Sind noch „Italienische Opernwochen“ in Hamburg? Und wenn nein, warum nicht? Dieser Abend hätte die Erwartungen, die diese PR-Aktion regelmäßig weckt, musikalisch in jedem Fall erfüllt.
Als Norma glänzte Barno ISMATULLAEVA, die an diesem Abend endgültig in der Rolle der Hohepriesterin angekommen war. In ihrer Stimme steckt schon vieles, das in Zukunft gern von ihr hören möchte. Hier und jetzt begeisterte sie mit akkurater, aber nie eindimensionaler Stimmführung, mit warmen Klängen, die sich am Ende in eine fahle, perfekt passende Härte wandelten, ohne daß die Stimme dabei kantig klang. Normas Schwanken zwischen Hoffnung, Verzweiflung, Liebe und verlorenem Lebensmut konnte man hier hören, sehen, ja, beinahe greifen. Kurz, die Sängerin zeigte, daß die Partie eben mehr ist als nur eine bekannte Arie.
Karine DESHAYES als Adalgisa stand dem in Nichts nach. Die Jugendlichkeit, aber auch die Selbstbehauptung der Figur fanden in Gesang wie Spiel eine perfekte Entsprechung. Mit ihrer stimmlichen Präsenz vermochte die Sängerin, die Bühne problemlos allein zu füllen, sie harmonisierte aber auch perfekt mit ihren Partnern. „Sì, fino all’ore estreme“, gesungen in diesem virtuosen Einklang, war definitiv einer der Höhepunkte des Abends.

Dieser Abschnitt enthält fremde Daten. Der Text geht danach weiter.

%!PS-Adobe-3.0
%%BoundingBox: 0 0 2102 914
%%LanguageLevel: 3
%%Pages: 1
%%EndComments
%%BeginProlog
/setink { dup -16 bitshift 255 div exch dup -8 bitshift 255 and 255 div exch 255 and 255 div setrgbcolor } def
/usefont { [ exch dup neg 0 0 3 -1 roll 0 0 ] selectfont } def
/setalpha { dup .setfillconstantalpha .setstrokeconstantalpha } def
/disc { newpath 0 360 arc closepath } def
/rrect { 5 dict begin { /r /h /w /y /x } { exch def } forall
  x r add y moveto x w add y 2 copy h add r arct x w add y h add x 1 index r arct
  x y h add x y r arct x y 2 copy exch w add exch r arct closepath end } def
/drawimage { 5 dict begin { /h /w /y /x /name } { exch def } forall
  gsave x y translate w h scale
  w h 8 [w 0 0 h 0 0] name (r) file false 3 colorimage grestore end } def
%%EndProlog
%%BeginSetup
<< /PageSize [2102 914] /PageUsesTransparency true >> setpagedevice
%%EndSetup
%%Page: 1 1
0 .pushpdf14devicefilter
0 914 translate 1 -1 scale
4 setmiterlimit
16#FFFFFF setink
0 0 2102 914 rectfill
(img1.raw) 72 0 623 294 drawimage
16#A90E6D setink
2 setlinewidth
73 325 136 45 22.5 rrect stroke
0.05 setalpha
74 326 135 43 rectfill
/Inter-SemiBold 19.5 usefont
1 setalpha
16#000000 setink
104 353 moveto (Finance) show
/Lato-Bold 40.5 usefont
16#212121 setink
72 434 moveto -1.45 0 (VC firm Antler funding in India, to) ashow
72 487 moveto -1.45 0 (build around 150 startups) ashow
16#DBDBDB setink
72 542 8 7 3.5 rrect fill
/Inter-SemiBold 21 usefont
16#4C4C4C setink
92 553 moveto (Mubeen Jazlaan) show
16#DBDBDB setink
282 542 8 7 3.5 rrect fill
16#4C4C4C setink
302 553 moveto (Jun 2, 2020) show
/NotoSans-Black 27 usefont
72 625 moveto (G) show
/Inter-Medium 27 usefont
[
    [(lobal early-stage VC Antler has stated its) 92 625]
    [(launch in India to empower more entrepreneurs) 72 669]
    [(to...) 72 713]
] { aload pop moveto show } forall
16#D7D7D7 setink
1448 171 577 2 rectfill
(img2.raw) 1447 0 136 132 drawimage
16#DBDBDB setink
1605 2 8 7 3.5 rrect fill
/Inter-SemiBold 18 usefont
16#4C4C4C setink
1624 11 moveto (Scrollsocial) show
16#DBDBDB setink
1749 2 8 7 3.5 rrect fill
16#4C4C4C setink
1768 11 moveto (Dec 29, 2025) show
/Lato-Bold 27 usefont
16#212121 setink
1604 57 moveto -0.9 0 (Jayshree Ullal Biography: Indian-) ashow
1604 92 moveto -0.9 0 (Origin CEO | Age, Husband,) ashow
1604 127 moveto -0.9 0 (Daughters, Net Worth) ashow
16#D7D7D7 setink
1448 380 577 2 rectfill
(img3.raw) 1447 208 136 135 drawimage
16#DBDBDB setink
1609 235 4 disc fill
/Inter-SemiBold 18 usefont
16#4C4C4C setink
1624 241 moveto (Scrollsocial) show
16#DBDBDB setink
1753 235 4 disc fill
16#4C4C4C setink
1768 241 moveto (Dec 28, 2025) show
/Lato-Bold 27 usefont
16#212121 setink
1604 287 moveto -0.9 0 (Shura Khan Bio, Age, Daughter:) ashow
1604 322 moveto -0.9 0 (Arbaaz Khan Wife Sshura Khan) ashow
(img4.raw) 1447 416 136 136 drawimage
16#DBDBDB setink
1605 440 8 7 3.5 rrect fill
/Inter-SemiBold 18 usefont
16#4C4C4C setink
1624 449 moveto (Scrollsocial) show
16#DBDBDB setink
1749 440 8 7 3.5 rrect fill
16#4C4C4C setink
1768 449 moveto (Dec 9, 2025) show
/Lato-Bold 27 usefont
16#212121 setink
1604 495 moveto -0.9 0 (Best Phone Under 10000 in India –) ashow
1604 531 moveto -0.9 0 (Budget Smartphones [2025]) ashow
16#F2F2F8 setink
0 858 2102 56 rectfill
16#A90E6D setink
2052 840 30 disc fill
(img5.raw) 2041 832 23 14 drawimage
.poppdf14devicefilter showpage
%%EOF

Nach dem so positiven Eindruck seines Luigi vor einigen Wochen konnte sich Najmiddin MAVLYANOV als Pollione sogar noch steigern. Belcanto im stimmlich besten Sinne, auf den der Tenor sich auch locker hätte beschränken können. kam hier mit einem durchaus tiefgründigen Rollenporträt zusammen. Held oder Antiheld war am Ende eigentlich egal, wußte der Tenor doch die Figur so zu zeichnen, daß man verstand, wie Pollione es nicht nur zum römischen Prokonsul gebracht, sondern auch gleich zwei Frauen des eigentlich feindlichen Lagers in seinen Bann gezogen hatte.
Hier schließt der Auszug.